The Foreign and Commonwealth Office (FCO) advise against all travel to:
- the provinces of Kasaï, Kasaï Central, Kasaï Oriental, Haut-Uele, Haut Lomami, Ituri, North Kivu (except the city of Goma - see below), South Kivu (except the city of Bukavu - see below), Maniema and Tanganyika in eastern DRC
- areas to the west and east of Kananga, including Tshikapa and Mwene-Ditu (as shown on the map)
- within 50km of the border with the Central African Republic and South Sudan.
The FCO advise against all but essential travel to:
- the city of Goma in North Kivu province
- the city of Bukavu in South Kivu province
- the districts of N’djili and Kimbanseke in Kinshasa, both of which are south of the main access road to N’djili airport (located in Nsele district).
Public gatherings and demonstrations can be called with little or no notice and can quickly turn violent in DRC. In all instances, you should remain vigilant and be aware of disruptions to journeys around Kinshasa, as well as to and from N’Djili airport. If a demonstration or disturbance takes place, leave quickly and don’t attempt to watch or photograph it.

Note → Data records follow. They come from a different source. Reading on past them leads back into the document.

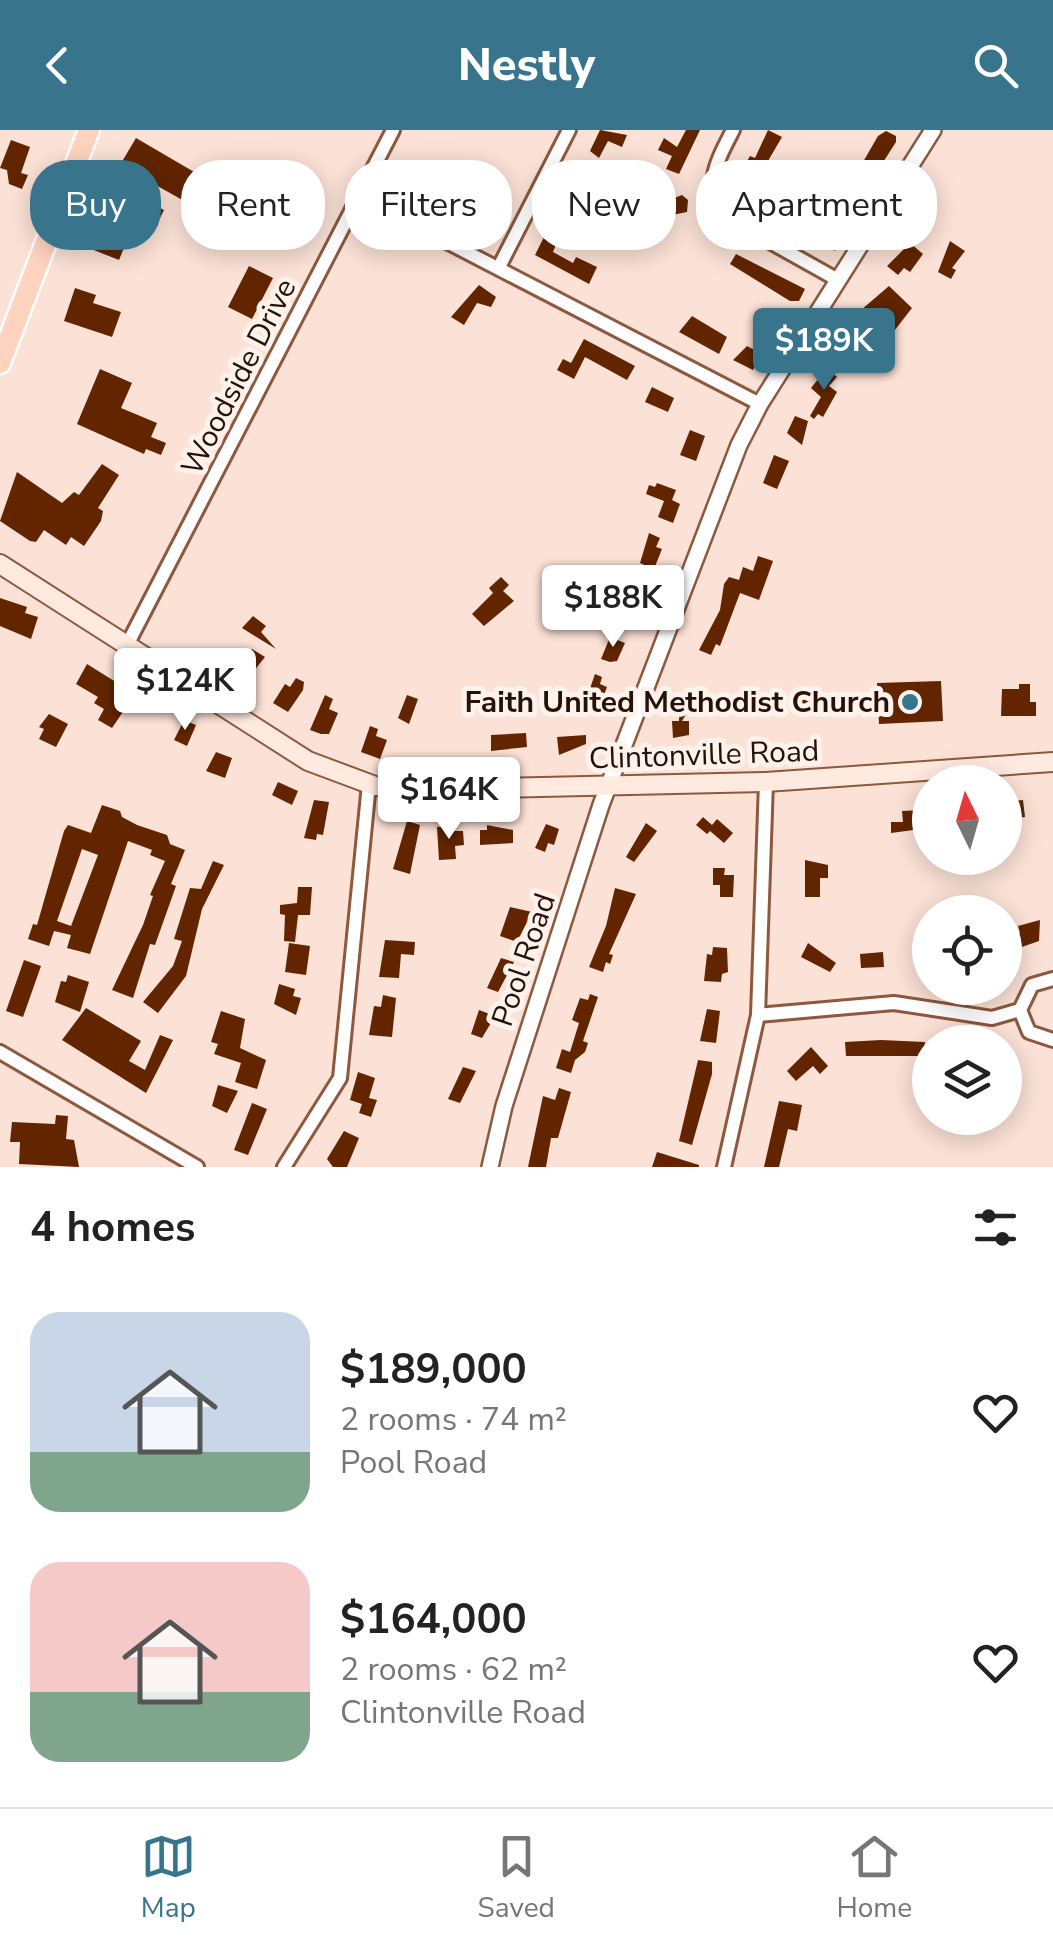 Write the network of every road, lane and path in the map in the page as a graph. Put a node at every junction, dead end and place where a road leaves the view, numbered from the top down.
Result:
1 (89, 130) edge
2 (570, 130) edge
3 (734, 130) edge
4 (933, 130) edge
5 (387, 132) edge
6 (375, 160) edge
7 (345, 226) edge
8 (465, 250) edge
9 (499, 267) junction
10 (838, 280) junction
11 (0, 363) edge
12 (760, 404) junction
13 (0, 564) edge
14 (128, 644) junction
15 (1053, 762) edge
16 (766, 782) junction
17 (369, 784) junction
18 (609, 785) junction
19 (1053, 979) edge
20 (1020, 1010) junction
21 (758, 1014) junction
22 (1053, 1040) edge
23 (1, 1055) edge
24 (198, 1167) edge
25 (284, 1167) edge
26 (490, 1167) edge
27 (724, 1167) edge

1 - 11 main road
2 - 9 street
3 - 10 street
4 - 10 street, Pool Road
5 - 6 street, Woodside Drive
7 - 14 street, Woodside Drive
8 - 9 street
9 - 12 street
10 - 12 street, Pool Road
12 - 18 street, Pool Road
13 - 14 main road, Clintonville Road
14 - 17 main road, Clintonville Road
15 - 16 main road, Clintonville Road
16 - 18 main road, Clintonville Road
16 - 21 street
17 - 18 main road, Clintonville Road
17 - 25 street
18 - 26 street, Pool Road
19 - 20 street
20 - 21 street
20 - 22 street
21 - 27 street
23 - 24 street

The security situation in eastern DRC remains unstable. The continued presence of armed groups, military operations against them, intercommunal violence and an influx of refugees from neighbouring countries all contribute to a deterioration in the political, security and humanitarian situation. There are continued reports of attacks and kidnappings, including against staff from NGOs. There have been a number of reported attacks on Ebola responders working in affected areas. See Safety and security
Consular support is severely limited in parts of DRC. The lack of infrastructure throughout the country and continued insecurity in eastern DRC often prevent the British Embassy in Kinshasa from being able to extend normal levels of consular assistance to British nationals anywhere in the DRC other than Kinshasa. There are limits to the assistance the FCO can provide in a crisis, depending on the security and transport situation. You should not assume that the FCO will be able to provide assistance to leave the country in the event of serious unrest.
On 17 July 2019, the World Health Organisation declared a Public Health Emergency of International Concern (PHEIC) following an outbreak of the Ebola virus in eastern DRC. New cases continue to be reported across the affected areas including the provinces of Ituri, North Kivu and South Kivu. Cases have been confirmed in Goma since 14 July 2019. If you are in these areas you should take precautions to minimise your risk of exposure. Further advice is available on the World Health Organisation website. On 1 August 2019 border restrictions were temporarily put in place for those travelling between Goma and Rwanda, these have since been lifted but the potential for further disruption remains. The latest updates can be found on the World Health Organisation website. Public Health England’s Returning Workers Scheme provides guidance for British nationals who will be returning to the UK from areas affected by the outbreak. See Health
Street crime and robbery, including by individuals posing as plain clothes police, is common. Recent months have seen an increase in such criminal activity in and around the city of Lubumbashi. You should avoid using any taxis in DRC. If you must take a taxi, use a privately booked one. Don’t hail taxis in the street. Beware of gangs promising you cut price gold and diamonds. International non-governmental organisations in Kinshasa and Goma have been targeted. Take extra care at night. See Crime
Terrorists are likely to try to carry out attacks in the Democratic Republic of the Congo. Attacks could be indiscriminate. You should be vigilant, especially in places visited by foreigners. See Terrorism
If you’re abroad and you need emergency help from the UK government, contact the nearest British embassy, consulate or high commission.
Take out comprehensive travel and medical insurance before you travel.